8 Thematic Accuracy Assessment
Module Overview
This module performs a comprehensive thematic accuracy assessment of the land cover map using an independent ground reference data. The framework for this module are based on the publication, Good Practices for Estimating Area and Assessing Accuracy of Land Change, by Olofsson et al 2014. This framework separates accuracy assessment into three major components, namely sampling design, response design, and analysis. The Luma-GE only adapt the sampling design and analysis components. Since the response design consist of protocols and guideline in obtaining the ground reference data, this component are currently not implemented.
Input
| Name of input | Input type | Details |
|---|---|---|
| Validation map | User’s input | In shapefile format. |
| Classified LULC map | Input from Other Modules | Module 6 |
Output
- Confusion matrix.
- Thematic accuracy metrics: Overall Accuracy (OA), Kappa Coefficient, Producer’s Accuracy (PA), User’s Accuracy (UA).
- Reference data sites (optional, for users who do not have reference data, the system will generate reference data sites for them to label outside Luma-GE).
- Spatial distribution of error
Process
8.1 Checking Prerequisites from Previous Modules
This is a part of System Response 7.1: Verification data
8.1.1 Checking Prerequisites from Previous Modules
Luma User Journey
The user is displayed a verification of the required inputs stored in the system.
ImportantError Handling NotificationThis module cannot be accessed if the system is missing the required inputs from the Input from Other Modules.
Luma Geospatial Engine
- The system validates availability of the required inputs.
8.2 Thematic Accuracy Assessment
8.2.1 Selecting The Workflow
Two workflow are available for Module 7. The first workflow is design for the user who did not have reference data.
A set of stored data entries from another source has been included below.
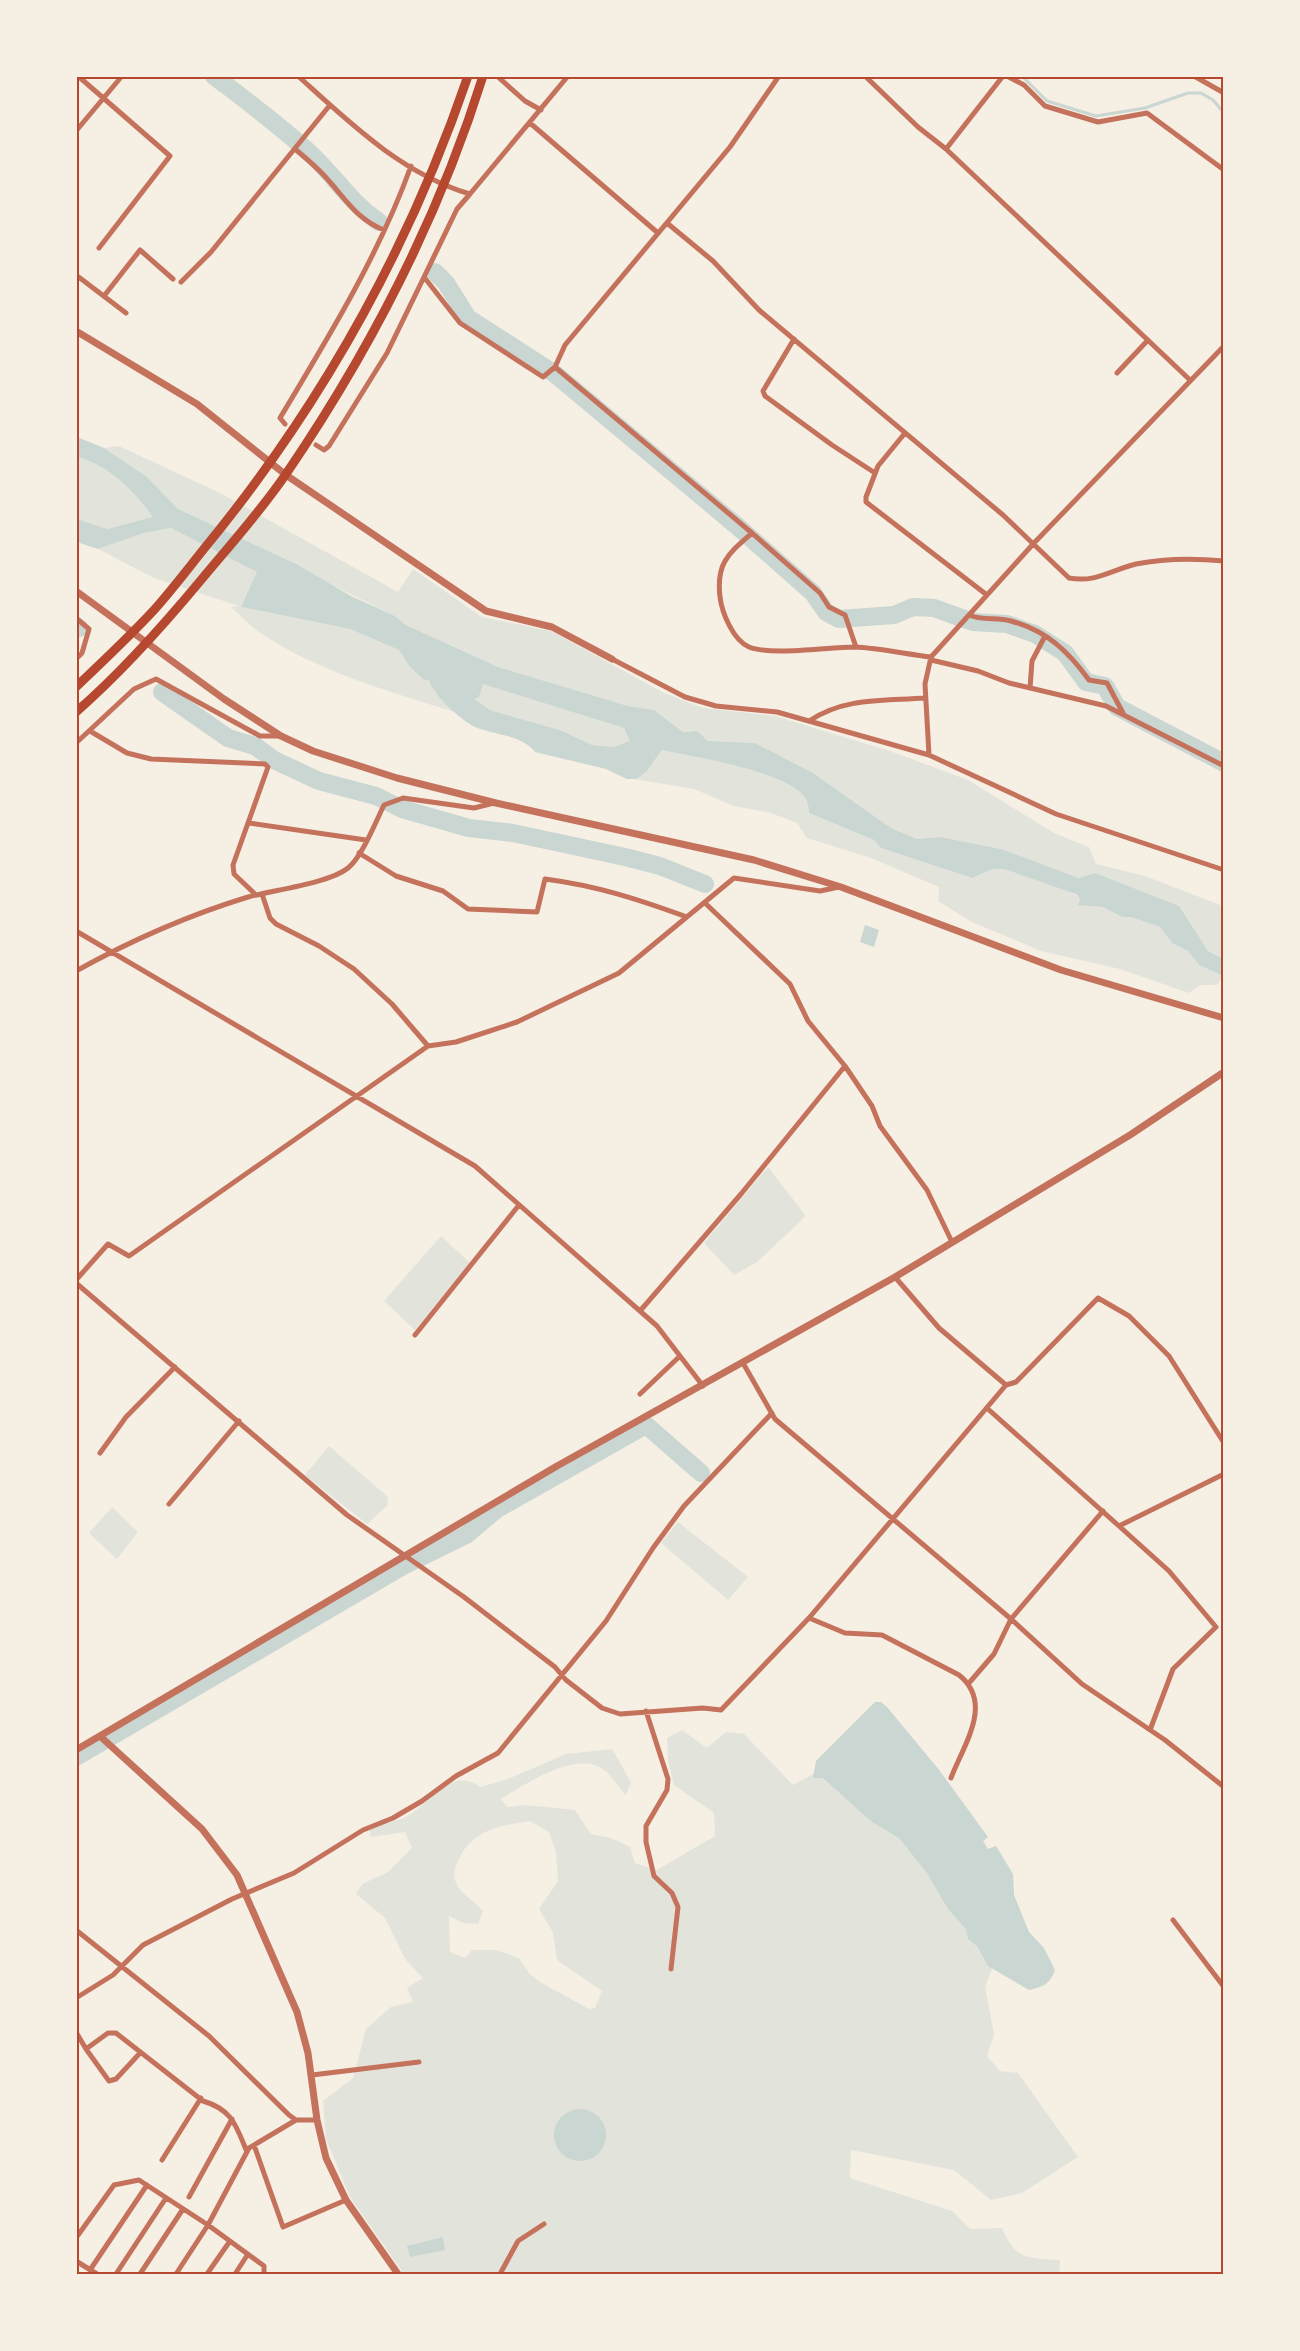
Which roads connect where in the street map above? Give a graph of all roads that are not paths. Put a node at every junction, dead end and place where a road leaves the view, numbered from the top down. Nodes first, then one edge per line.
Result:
1 (78, 76) edge
2 (122, 76) edge
3 (298, 76) edge
4 (468, 76) edge
5 (483, 76) edge
6 (497, 76) edge
7 (568, 76) edge
8 (780, 76) edge
9 (865, 76) edge
10 (1005, 76) edge
11 (1194, 76) edge
12 (1224, 93) edge
13 (104, 98) junction
14 (330, 105) junction
15 (542, 110) junction
16 (530, 123) junction
17 (76, 131) edge
18 (295, 149) junction
19 (946, 149) junction
20 (411, 166) junction
21 (1224, 170) edge
22 (431, 178) junction
23 (442, 186) junction
24 (470, 194) junction
25 (666, 224) junction
26 (384, 230) junction
27 (658, 233) junction
28 (99, 248) dead end
29 (76, 274) edge
30 (424, 277) junction
31 (173, 279) dead end
32 (182, 282) dead end
33 (104, 296) junction
34 (126, 313) dead end
35 (76, 331) edge
36 (794, 339) junction
37 (1148, 340) junction
38 (1224, 346) edge
39 (555, 367) junction
40 (1117, 373) dead end
41 (1190, 380) junction
42 (285, 424) dead end
43 (905, 433) junction
44 (316, 445) dead end
45 (271, 463) junction
46 (875, 473) junction
47 (286, 475) junction
48 (752, 532) junction
49 (1034, 543) junction
50 (1224, 561) edge
51 (76, 591) edge
52 (987, 595) junction
53 (969, 615) junction
54 (76, 618) edge
55 (134, 630) junction
56 (1045, 636) junction
57 (149, 642) junction
58 (856, 647) junction
59 (612, 658) joint
60 (931, 658) junction
61 (76, 659) edge
62 (76, 687) edge
63 (1030, 688) junction
64 (925, 698) junction
65 (76, 712) edge
66 (1122, 713) junction
67 (809, 721) junction
68 (90, 731) junction
69 (281, 736) junction
70 (76, 742) edge
71 (929, 755) junction
72 (1224, 766) edge
73 (496, 803) junction
74 (249, 823) junction
75 (366, 840) junction
76 (359, 853) junction
77 (1224, 870) edge
78 (841, 887) junction
79 (259, 894) junction
80 (705, 903) junction
81 (687, 917) junction
82 (76, 931) edge
83 (110, 952) junction
84 (76, 971) edge
85 (1224, 1018) edge
86 (428, 1046) junction
87 (845, 1066) junction
88 (1224, 1072) edge
89 (357, 1095) junction
90 (519, 1205) junction
91 (952, 1242) junction
92 (895, 1277) junction
93 (76, 1282) edge
94 (640, 1311) junction
95 (415, 1335) dead end
96 (680, 1356) junction
97 (743, 1363) junction
98 (176, 1367) junction
99 (1006, 1385) junction
100 (703, 1386) junction
101 (640, 1394) dead end
102 (988, 1409) junction
103 (772, 1413) junction
104 (240, 1421) junction
105 (1224, 1443) edge
106 (100, 1453) dead end
107 (1224, 1474) edge
108 (169, 1504) dead end
109 (1103, 1511) junction
110 (892, 1518) junction
111 (1119, 1526) junction
112 (406, 1556) junction
113 (809, 1618) junction
114 (1011, 1619) junction
115 (561, 1674) junction
116 (969, 1683) junction
117 (646, 1711) junction
118 (1150, 1730) junction
119 (100, 1737) junction
120 (76, 1750) edge
121 (951, 1778) dead end
122 (1224, 1787) edge
123 (246, 1893) junction
124 (1173, 1920) dead end
125 (76, 1930) edge
126 (122, 1966) junction
127 (671, 1969) dead end
128 (1224, 1987) edge
129 (76, 1998) edge
130 (76, 2032) edge
131 (86, 2049) junction
132 (140, 2053) junction
133 (419, 2062) dead end
134 (312, 2075) junction
135 (201, 2098) junction
136 (232, 2119) junction
137 (296, 2120) junction
138 (317, 2121) junction
139 (254, 2145) junction
140 (248, 2152) junction
141 (162, 2160) dead end
142 (147, 2186) junction
143 (189, 2197) dead end
144 (166, 2198) junction
145 (346, 2200) junction
146 (183, 2209) junction
147 (544, 2224) dead end
148 (208, 2225) junction
149 (76, 2238) edge
150 (230, 2241) junction
151 (248, 2254) junction
152 (76, 2261) edge
153 (90, 2270) junction
154 (97, 2274) edge
155 (116, 2274) edge
156 (140, 2274) edge
157 (176, 2274) edge
158 (207, 2274) edge
159 (235, 2274) edge
160 (264, 2274) edge
161 (398, 2274) edge
162 (500, 2274) edge

1 - 13 street
2 - 13 street
3 - 14 street
4 - 22 highway
5 - 23 highway
6 - 15 street
7 - 15 street
8 - 25 street
9 - 19 street
10 - 19 street
10 - 21 street
11 - 12 street
13 - 17 street
13 - 28 street
14 - 18 street
14 - 20 street
15 - 16 street
16 - 24 street
16 - 27 street
18 - 26 street
18 - 32 street
19 - 37 street
20 - 22 street
20 - 26 street
22 - 23 street
22 - 45 highway
23 - 24 street
23 - 47 highway
24 - 30 street
25 - 27 street
25 - 36 street
26 - 42 street
27 - 39 street
29 - 33 street
30 - 39 street
30 - 44 street
31 - 33 street
33 - 34 street
35 - 45 street
36 - 43 street
36 - 46 street
37 - 40 street
37 - 41 street
38 - 41 street
39 - 48 street
41 - 49 street
43 - 46 street
43 - 49 street
45 - 47 street
45 - 55 highway
46 - 52 street
47 - 57 highway
47 - 59 street
48 - 58 street
48 - 58 street
49 - 50 street
49 - 52 street
51 - 55 street
52 - 53 street
53 - 56 street
53 - 60 street
54 - 61 street
55 - 57 street
55 - 62 highway
56 - 63 street
56 - 66 street
57 - 65 highway
57 - 69 street
58 - 60 street
59 - 67 street
60 - 63 street
60 - 64 street
63 - 66 street
64 - 67 street
64 - 71 street
66 - 72 street
67 - 71 street
68 - 69 street
68 - 70 street
68 - 74 street
69 - 73 street
71 - 77 street
73 - 75 street
73 - 78 street
74 - 75 street
74 - 79 street
75 - 76 street
76 - 79 street
76 - 81 street
78 - 80 street
78 - 85 street
79 - 83 street
79 - 86 street
80 - 81 street
80 - 87 street
81 - 86 street
82 - 83 street
83 - 84 street
83 - 89 street
86 - 89 street
87 - 91 street
87 - 94 street
88 - 91 street
89 - 90 street
89 - 93 street
90 - 94 street
90 - 95 street
91 - 92 street
92 - 97 street
92 - 99 street
93 - 98 street
94 - 96 street
96 - 100 street
96 - 101 street
97 - 100 street
97 - 103 street
98 - 104 street
98 - 106 street
99 - 102 street
99 - 105 street
100 - 112 street
102 - 109 street
102 - 110 street
103 - 110 street
103 - 115 street
104 - 108 street
104 - 112 street
107 - 111 street
109 - 111 street
109 - 114 street
110 - 113 street
110 - 114 street
111 - 118 street
112 - 115 street
112 - 119 street
113 - 116 street
113 - 117 street
114 - 116 street
114 - 118 street
115 - 117 street
115 - 123 street
116 - 121 street
117 - 127 street
118 - 122 street
119 - 120 street
119 - 123 street
123 - 126 street
123 - 134 street
124 - 128 street
125 - 126 street
126 - 129 street
126 - 137 street
130 - 131 street
131 - 132 street
131 - 132 street
132 - 135 street
133 - 134 street
134 - 138 street
135 - 136 street
135 - 141 street
136 - 140 street
136 - 143 street
137 - 138 street
137 - 139 street
138 - 145 street
139 - 140 street
139 - 145 street
140 - 148 street
142 - 144 street
142 - 149 street
142 - 153 street
144 - 146 street
144 - 155 street
145 - 161 street
146 - 148 street
146 - 156 street
147 - 162 street
148 - 150 street
148 - 157 street
150 - 151 street
150 - 158 street
151 - 159 street
151 - 160 street
152 - 153 street
153 - 154 street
The second workflow is for the user who already have a reference data.
Luma User Journey
If the user did not have reference samples, the user select the “generate reference sample” workflow.
The user specified desire standard error (margin of error) of the map. The range of valid value is 0.1% - 10%, with smaller value resulting in larger sample requirement
The user determine the minimum expected accuracy for each class. This option is set to optional, with the default value of 85% for all class
User are able to generate the sample and check the allocation as well as the spatial distribution in the map canvas.
The user download the reference data and proceed to labeled the data using visual interpretation of higher resolution imagery, field survey, or combination of both. This process are conducted outside Luma-GE
If the user already have reference sample, they choose the “compute accuracy workflow”
The user prompted to upload their reference samples. Currently, the Luma-GE only support shapefile data
The user select column header that correspond to class ID and class name.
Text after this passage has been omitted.